§ TASK OBJECTIVE
Write out the data below in full, please. Keep every character as given.

§ RECORDED INFORMATION
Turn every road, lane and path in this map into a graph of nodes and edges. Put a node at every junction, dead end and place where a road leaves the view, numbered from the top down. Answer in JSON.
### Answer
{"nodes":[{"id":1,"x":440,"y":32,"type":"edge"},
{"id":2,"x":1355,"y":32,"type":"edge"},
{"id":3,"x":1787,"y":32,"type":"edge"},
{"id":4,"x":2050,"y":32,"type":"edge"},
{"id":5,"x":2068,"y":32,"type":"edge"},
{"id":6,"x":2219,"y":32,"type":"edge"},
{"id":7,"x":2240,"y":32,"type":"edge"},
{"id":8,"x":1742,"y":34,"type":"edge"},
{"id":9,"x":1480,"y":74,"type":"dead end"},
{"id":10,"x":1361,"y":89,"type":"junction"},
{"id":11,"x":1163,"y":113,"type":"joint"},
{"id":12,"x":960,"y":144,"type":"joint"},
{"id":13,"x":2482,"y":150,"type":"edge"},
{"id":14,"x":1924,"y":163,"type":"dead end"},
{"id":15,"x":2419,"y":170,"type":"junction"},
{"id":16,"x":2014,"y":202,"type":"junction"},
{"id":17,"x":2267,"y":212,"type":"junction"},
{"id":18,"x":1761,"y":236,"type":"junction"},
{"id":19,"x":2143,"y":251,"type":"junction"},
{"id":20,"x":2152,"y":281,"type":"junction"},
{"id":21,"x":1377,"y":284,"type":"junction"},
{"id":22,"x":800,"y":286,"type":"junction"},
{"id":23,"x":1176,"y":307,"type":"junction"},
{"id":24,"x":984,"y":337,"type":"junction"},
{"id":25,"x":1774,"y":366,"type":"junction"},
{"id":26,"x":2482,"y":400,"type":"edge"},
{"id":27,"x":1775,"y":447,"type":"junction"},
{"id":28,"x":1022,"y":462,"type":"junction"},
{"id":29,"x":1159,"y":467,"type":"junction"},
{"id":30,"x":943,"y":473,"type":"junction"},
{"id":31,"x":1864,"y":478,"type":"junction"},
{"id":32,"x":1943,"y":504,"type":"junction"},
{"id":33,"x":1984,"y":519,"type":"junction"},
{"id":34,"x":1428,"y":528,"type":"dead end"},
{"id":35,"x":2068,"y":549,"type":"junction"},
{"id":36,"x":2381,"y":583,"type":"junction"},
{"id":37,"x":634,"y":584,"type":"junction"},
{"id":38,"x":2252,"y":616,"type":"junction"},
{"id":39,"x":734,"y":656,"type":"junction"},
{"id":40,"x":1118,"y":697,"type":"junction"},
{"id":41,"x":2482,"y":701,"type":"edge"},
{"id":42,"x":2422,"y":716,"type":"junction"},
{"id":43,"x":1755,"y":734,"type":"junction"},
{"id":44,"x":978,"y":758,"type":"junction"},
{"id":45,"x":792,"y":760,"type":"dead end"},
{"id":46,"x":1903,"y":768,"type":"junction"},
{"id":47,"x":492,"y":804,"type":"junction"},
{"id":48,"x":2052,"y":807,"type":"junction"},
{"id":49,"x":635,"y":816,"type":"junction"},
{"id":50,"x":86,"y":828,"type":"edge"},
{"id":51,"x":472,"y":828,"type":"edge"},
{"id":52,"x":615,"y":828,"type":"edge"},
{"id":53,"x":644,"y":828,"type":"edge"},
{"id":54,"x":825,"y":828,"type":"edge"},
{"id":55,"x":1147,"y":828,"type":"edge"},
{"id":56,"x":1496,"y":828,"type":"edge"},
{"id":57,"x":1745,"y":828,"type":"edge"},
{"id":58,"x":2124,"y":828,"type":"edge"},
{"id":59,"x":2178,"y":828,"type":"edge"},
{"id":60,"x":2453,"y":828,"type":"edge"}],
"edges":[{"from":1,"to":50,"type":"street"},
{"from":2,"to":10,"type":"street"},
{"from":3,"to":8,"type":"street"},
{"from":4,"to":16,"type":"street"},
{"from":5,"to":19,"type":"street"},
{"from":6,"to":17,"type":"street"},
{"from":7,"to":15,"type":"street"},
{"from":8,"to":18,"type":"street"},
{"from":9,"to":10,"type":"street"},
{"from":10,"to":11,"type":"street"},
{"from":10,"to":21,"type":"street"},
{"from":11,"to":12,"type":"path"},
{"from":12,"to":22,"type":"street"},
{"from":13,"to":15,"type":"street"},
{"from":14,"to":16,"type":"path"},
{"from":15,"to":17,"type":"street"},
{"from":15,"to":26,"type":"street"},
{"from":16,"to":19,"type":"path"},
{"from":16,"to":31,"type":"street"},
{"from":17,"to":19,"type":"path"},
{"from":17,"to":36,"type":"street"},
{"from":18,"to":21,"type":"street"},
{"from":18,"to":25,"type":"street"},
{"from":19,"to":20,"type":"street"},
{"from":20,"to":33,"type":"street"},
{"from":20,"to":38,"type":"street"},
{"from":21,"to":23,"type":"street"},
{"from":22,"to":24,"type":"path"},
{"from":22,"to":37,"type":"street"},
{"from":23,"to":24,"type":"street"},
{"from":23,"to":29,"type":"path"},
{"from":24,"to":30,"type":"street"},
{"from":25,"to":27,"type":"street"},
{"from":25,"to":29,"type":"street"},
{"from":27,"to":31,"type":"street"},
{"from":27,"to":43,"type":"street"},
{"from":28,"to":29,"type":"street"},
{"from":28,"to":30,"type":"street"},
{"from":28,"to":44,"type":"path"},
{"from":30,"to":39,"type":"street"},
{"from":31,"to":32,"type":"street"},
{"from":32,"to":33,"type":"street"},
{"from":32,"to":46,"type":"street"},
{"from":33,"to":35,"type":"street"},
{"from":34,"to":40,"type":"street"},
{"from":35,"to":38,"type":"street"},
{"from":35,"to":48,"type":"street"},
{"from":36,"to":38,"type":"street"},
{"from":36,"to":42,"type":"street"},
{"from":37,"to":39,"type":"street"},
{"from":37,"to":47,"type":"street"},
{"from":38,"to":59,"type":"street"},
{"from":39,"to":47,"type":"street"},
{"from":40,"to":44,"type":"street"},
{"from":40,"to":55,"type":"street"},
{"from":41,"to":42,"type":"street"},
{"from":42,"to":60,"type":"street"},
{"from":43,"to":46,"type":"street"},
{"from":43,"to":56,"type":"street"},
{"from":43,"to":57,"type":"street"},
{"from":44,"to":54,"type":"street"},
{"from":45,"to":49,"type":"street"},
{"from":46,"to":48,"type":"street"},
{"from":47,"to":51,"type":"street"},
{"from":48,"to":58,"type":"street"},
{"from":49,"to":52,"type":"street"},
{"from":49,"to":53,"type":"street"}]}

§ ANSWER
Turn every road, lane and path in this map into a graph of nodes and edges. Put a node at every junction, dead end and place where a road leaves the view, numbered from the top down. Answer in JSON.
### Answer
{"nodes":[{"id":1,"x":440,"y":32,"type":"edge"},
{"id":2,"x":1355,"y":32,"type":"edge"},
{"id":3,"x":1787,"y":32,"type":"edge"},
{"id":4,"x":2050,"y":32,"type":"edge"},
{"id":5,"x":2068,"y":32,"type":"edge"},
{"id":6,"x":2219,"y":32,"type":"edge"},
{"id":7,"x":2240,"y":32,"type":"edge"},
{"id":8,"x":1742,"y":34,"type":"edge"},
{"id":9,"x":1480,"y":74,"type":"dead end"},
{"id":10,"x":1361,"y":89,"type":"junction"},
{"id":11,"x":1163,"y":113,"type":"joint"},
{"id":12,"x":960,"y":144,"type":"joint"},
{"id":13,"x":2482,"y":150,"type":"edge"},
{"id":14,"x":1924,"y":163,"type":"dead end"},
{"id":15,"x":2419,"y":170,"type":"junction"},
{"id":16,"x":2014,"y":202,"type":"junction"},
{"id":17,"x":2267,"y":212,"type":"junction"},
{"id":18,"x":1761,"y":236,"type":"junction"},
{"id":19,"x":2143,"y":251,"type":"junction"},
{"id":20,"x":2152,"y":281,"type":"junction"},
{"id":21,"x":1377,"y":284,"type":"junction"},
{"id":22,"x":800,"y":286,"type":"junction"},
{"id":23,"x":1176,"y":307,"type":"junction"},
{"id":24,"x":984,"y":337,"type":"junction"},
{"id":25,"x":1774,"y":366,"type":"junction"},
{"id":26,"x":2482,"y":400,"type":"edge"},
{"id":27,"x":1775,"y":447,"type":"junction"},
{"id":28,"x":1022,"y":462,"type":"junction"},
{"id":29,"x":1159,"y":467,"type":"junction"},
{"id":30,"x":943,"y":473,"type":"junction"},
{"id":31,"x":1864,"y":478,"type":"junction"},
{"id":32,"x":1943,"y":504,"type":"junction"},
{"id":33,"x":1984,"y":519,"type":"junction"},
{"id":34,"x":1428,"y":528,"type":"dead end"},
{"id":35,"x":2068,"y":549,"type":"junction"},
{"id":36,"x":2381,"y":583,"type":"junction"},
{"id":37,"x":634,"y":584,"type":"junction"},
{"id":38,"x":2252,"y":616,"type":"junction"},
{"id":39,"x":734,"y":656,"type":"junction"},
{"id":40,"x":1118,"y":697,"type":"junction"},
{"id":41,"x":2482,"y":701,"type":"edge"},
{"id":42,"x":2422,"y":716,"type":"junction"},
{"id":43,"x":1755,"y":734,"type":"junction"},
{"id":44,"x":978,"y":758,"type":"junction"},
{"id":45,"x":792,"y":760,"type":"dead end"},
{"id":46,"x":1903,"y":768,"type":"junction"},
{"id":47,"x":492,"y":804,"type":"junction"},
{"id":48,"x":2052,"y":807,"type":"junction"},
{"id":49,"x":635,"y":816,"type":"junction"},
{"id":50,"x":86,"y":828,"type":"edge"},
{"id":51,"x":472,"y":828,"type":"edge"},
{"id":52,"x":615,"y":828,"type":"edge"},
{"id":53,"x":644,"y":828,"type":"edge"},
{"id":54,"x":825,"y":828,"type":"edge"},
{"id":55,"x":1147,"y":828,"type":"edge"},
{"id":56,"x":1496,"y":828,"type":"edge"},
{"id":57,"x":1745,"y":828,"type":"edge"},
{"id":58,"x":2124,"y":828,"type":"edge"},
{"id":59,"x":2178,"y":828,"type":"edge"},
{"id":60,"x":2453,"y":828,"type":"edge"}],
"edges":[{"from":1,"to":50,"type":"street"},
{"from":2,"to":10,"type":"street"},
{"from":3,"to":8,"type":"street"},
{"from":4,"to":16,"type":"street"},
{"from":5,"to":19,"type":"street"},
{"from":6,"to":17,"type":"street"},
{"from":7,"to":15,"type":"street"},
{"from":8,"to":18,"type":"street"},
{"from":9,"to":10,"type":"street"},
{"from":10,"to":11,"type":"street"},
{"from":10,"to":21,"type":"street"},
{"from":11,"to":12,"type":"path"},
{"from":12,"to":22,"type":"street"},
{"from":13,"to":15,"type":"street"},
{"from":14,"to":16,"type":"path"},
{"from":15,"to":17,"type":"street"},
{"from":15,"to":26,"type":"street"},
{"from":16,"to":19,"type":"path"},
{"from":16,"to":31,"type":"street"},
{"from":17,"to":19,"type":"path"},
{"from":17,"to":36,"type":"street"},
{"from":18,"to":21,"type":"street"},
{"from":18,"to":25,"type":"street"},
{"from":19,"to":20,"type":"street"},
{"from":20,"to":33,"type":"street"},
{"from":20,"to":38,"type":"street"},
{"from":21,"to":23,"type":"street"},
{"from":22,"to":24,"type":"path"},
{"from":22,"to":37,"type":"street"},
{"from":23,"to":24,"type":"street"},
{"from":23,"to":29,"type":"path"},
{"from":24,"to":30,"type":"street"},
{"from":25,"to":27,"type":"street"},
{"from":25,"to":29,"type":"street"},
{"from":27,"to":31,"type":"street"},
{"from":27,"to":43,"type":"street"},
{"from":28,"to":29,"type":"street"},
{"from":28,"to":30,"type":"street"},
{"from":28,"to":44,"type":"path"},
{"from":30,"to":39,"type":"street"},
{"from":31,"to":32,"type":"street"},
{"from":32,"to":33,"type":"street"},
{"from":32,"to":46,"type":"street"},
{"from":33,"to":35,"type":"street"},
{"from":34,"to":40,"type":"street"},
{"from":35,"to":38,"type":"street"},
{"from":35,"to":48,"type":"street"},
{"from":36,"to":38,"type":"street"},
{"from":36,"to":42,"type":"street"},
{"from":37,"to":39,"type":"street"},
{"from":37,"to":47,"type":"street"},
{"from":38,"to":59,"type":"street"},
{"from":39,"to":47,"type":"street"},
{"from":40,"to":44,"type":"street"},
{"from":40,"to":55,"type":"street"},
{"from":41,"to":42,"type":"street"},
{"from":42,"to":60,"type":"street"},
{"from":43,"to":46,"type":"street"},
{"from":43,"to":56,"type":"street"},
{"from":43,"to":57,"type":"street"},
{"from":44,"to":54,"type":"street"},
{"from":45,"to":49,"type":"street"},
{"from":46,"to":48,"type":"street"},
{"from":47,"to":51,"type":"street"},
{"from":48,"to":58,"type":"street"},
{"from":49,"to":52,"type":"street"},
{"from":49,"to":53,"type":"street"}]}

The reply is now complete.